Work order> Write out the data word for word, taking care that no picture is carried over.

Dataset records>

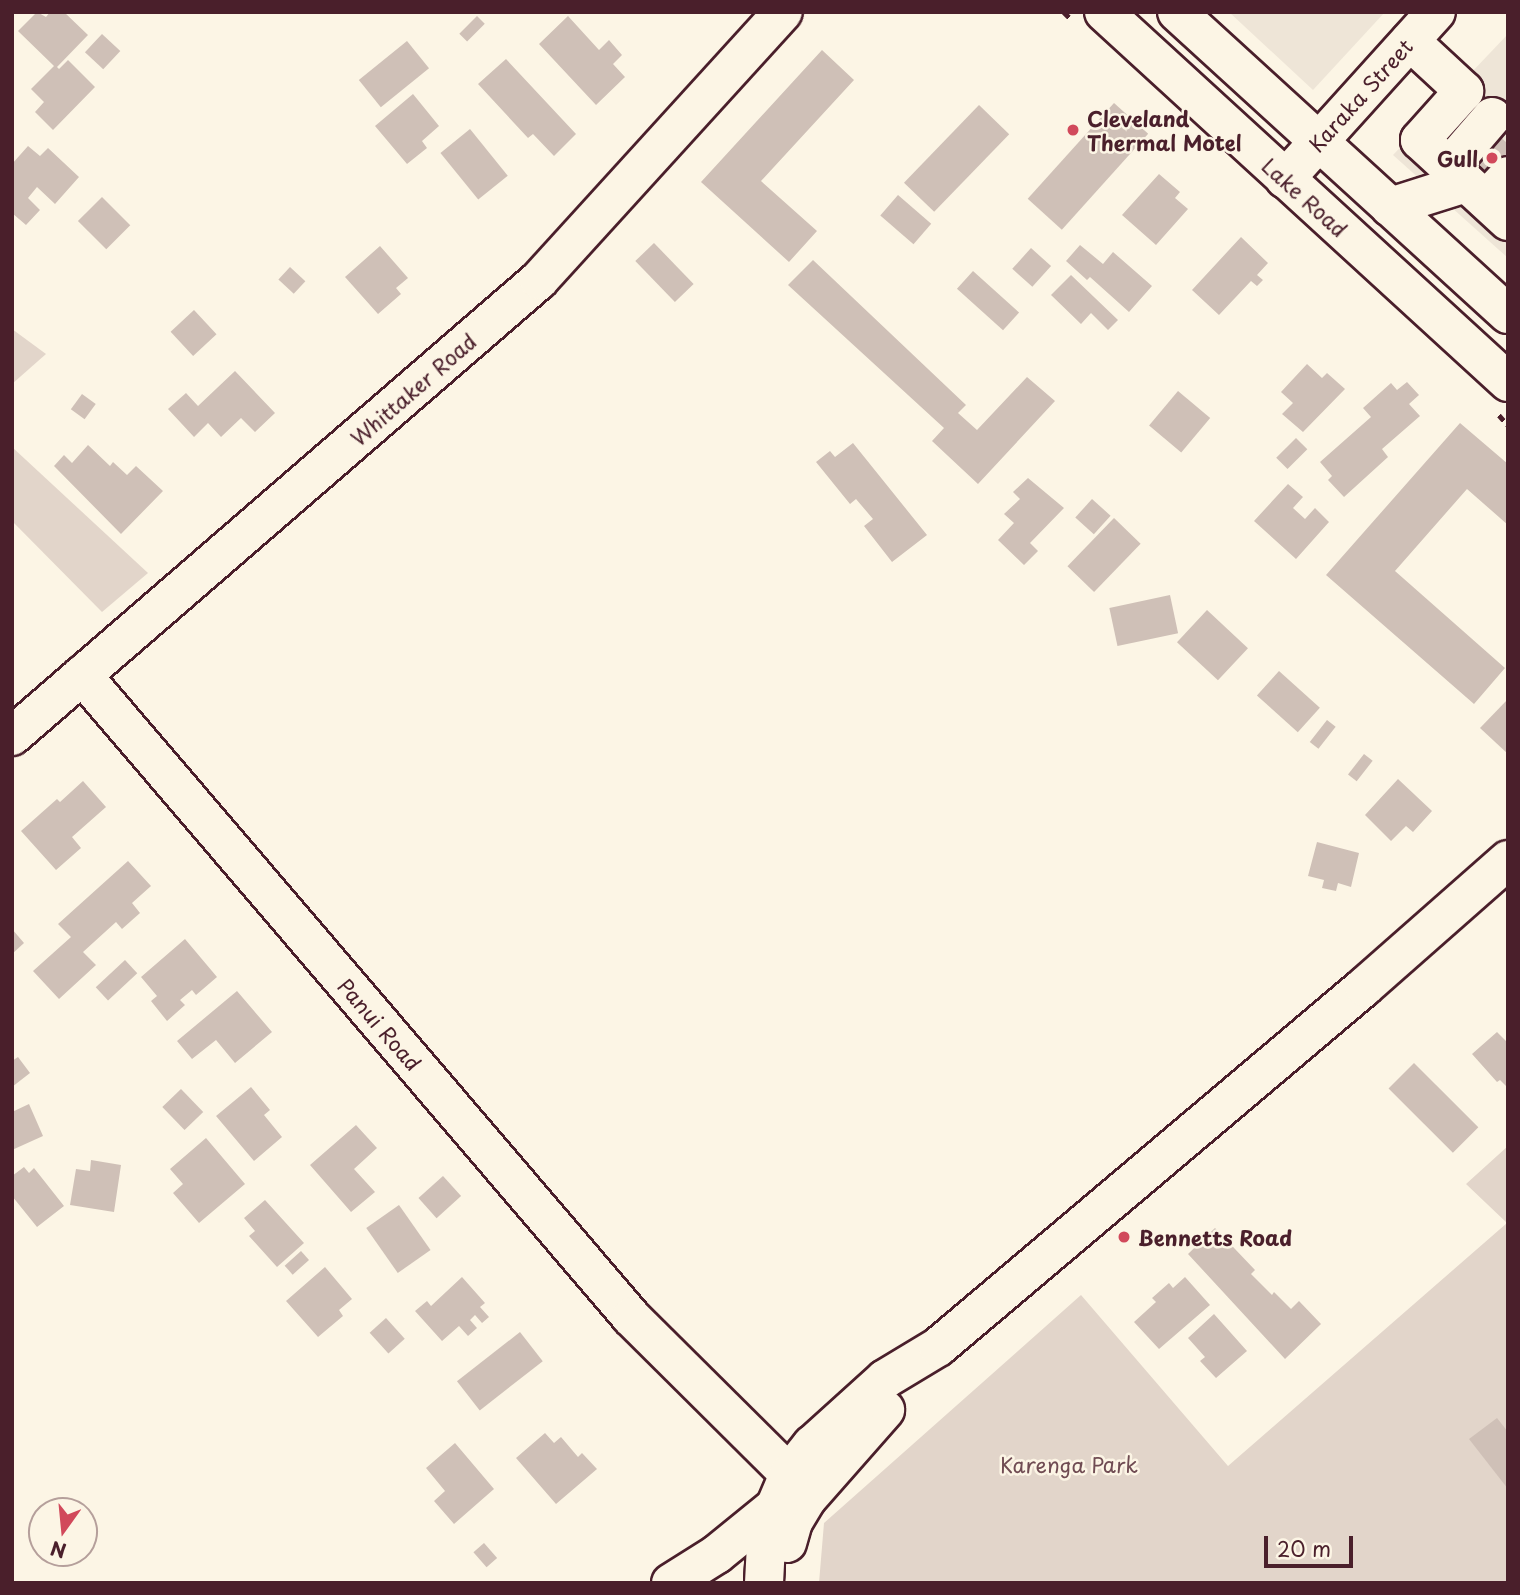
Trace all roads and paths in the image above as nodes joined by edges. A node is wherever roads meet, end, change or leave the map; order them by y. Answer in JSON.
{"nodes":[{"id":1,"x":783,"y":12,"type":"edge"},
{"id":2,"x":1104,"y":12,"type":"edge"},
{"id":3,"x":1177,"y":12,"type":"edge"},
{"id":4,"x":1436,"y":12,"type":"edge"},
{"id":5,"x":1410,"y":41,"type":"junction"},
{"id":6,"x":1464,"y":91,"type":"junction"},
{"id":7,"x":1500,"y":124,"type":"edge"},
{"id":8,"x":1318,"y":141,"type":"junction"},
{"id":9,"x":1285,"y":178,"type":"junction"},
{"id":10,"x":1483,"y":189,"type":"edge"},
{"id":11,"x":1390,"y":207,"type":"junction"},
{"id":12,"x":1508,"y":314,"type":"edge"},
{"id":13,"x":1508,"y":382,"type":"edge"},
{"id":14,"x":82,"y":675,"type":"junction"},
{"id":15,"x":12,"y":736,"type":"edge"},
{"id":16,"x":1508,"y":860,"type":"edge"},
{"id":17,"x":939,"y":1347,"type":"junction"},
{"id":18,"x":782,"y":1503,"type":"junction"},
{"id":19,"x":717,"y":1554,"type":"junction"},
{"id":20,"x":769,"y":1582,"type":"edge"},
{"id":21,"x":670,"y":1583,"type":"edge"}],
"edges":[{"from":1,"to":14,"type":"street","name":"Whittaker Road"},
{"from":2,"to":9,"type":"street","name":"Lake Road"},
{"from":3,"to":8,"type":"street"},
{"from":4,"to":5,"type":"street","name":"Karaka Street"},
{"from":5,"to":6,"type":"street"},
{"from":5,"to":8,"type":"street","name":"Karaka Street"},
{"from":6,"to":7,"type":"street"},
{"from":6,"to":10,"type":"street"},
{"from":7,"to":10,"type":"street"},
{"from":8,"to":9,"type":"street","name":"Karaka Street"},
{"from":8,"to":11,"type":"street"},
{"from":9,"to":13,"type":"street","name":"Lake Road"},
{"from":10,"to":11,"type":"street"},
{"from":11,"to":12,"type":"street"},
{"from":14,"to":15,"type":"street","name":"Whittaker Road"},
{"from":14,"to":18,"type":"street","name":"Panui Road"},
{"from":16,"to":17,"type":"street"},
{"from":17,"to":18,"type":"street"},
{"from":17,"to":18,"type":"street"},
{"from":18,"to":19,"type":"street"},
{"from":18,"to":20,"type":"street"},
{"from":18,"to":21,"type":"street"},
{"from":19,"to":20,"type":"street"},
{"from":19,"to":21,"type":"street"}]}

Solution to this problem>
Trace all roads and paths in the image above as nodes joined by edges. A node is wherever roads meet, end, change or leave the map; order them by y. Answer in JSON.
{"nodes":[{"id":1,"x":783,"y":12,"type":"edge"},
{"id":2,"x":1104,"y":12,"type":"edge"},
{"id":3,"x":1177,"y":12,"type":"edge"},
{"id":4,"x":1436,"y":12,"type":"edge"},
{"id":5,"x":1410,"y":41,"type":"junction"},
{"id":6,"x":1464,"y":91,"type":"junction"},
{"id":7,"x":1500,"y":124,"type":"edge"},
{"id":8,"x":1318,"y":141,"type":"junction"},
{"id":9,"x":1285,"y":178,"type":"junction"},
{"id":10,"x":1483,"y":189,"type":"edge"},
{"id":11,"x":1390,"y":207,"type":"junction"},
{"id":12,"x":1508,"y":314,"type":"edge"},
{"id":13,"x":1508,"y":382,"type":"edge"},
{"id":14,"x":82,"y":675,"type":"junction"},
{"id":15,"x":12,"y":736,"type":"edge"},
{"id":16,"x":1508,"y":860,"type":"edge"},
{"id":17,"x":939,"y":1347,"type":"junction"},
{"id":18,"x":782,"y":1503,"type":"junction"},
{"id":19,"x":717,"y":1554,"type":"junction"},
{"id":20,"x":769,"y":1582,"type":"edge"},
{"id":21,"x":670,"y":1583,"type":"edge"}],
"edges":[{"from":1,"to":14,"type":"street","name":"Whittaker Road"},
{"from":2,"to":9,"type":"street","name":"Lake Road"},
{"from":3,"to":8,"type":"street"},
{"from":4,"to":5,"type":"street","name":"Karaka Street"},
{"from":5,"to":6,"type":"street"},
{"from":5,"to":8,"type":"street","name":"Karaka Street"},
{"from":6,"to":7,"type":"street"},
{"from":6,"to":10,"type":"street"},
{"from":7,"to":10,"type":"street"},
{"from":8,"to":9,"type":"street","name":"Karaka Street"},
{"from":8,"to":11,"type":"street"},
{"from":9,"to":13,"type":"street","name":"Lake Road"},
{"from":10,"to":11,"type":"street"},
{"from":11,"to":12,"type":"street"},
{"from":14,"to":15,"type":"street","name":"Whittaker Road"},
{"from":14,"to":18,"type":"street","name":"Panui Road"},
{"from":16,"to":17,"type":"street"},
{"from":17,"to":18,"type":"street"},
{"from":17,"to":18,"type":"street"},
{"from":18,"to":19,"type":"street"},
{"from":18,"to":20,"type":"street"},
{"from":18,"to":21,"type":"street"},
{"from":19,"to":20,"type":"street"},
{"from":19,"to":21,"type":"street"}]}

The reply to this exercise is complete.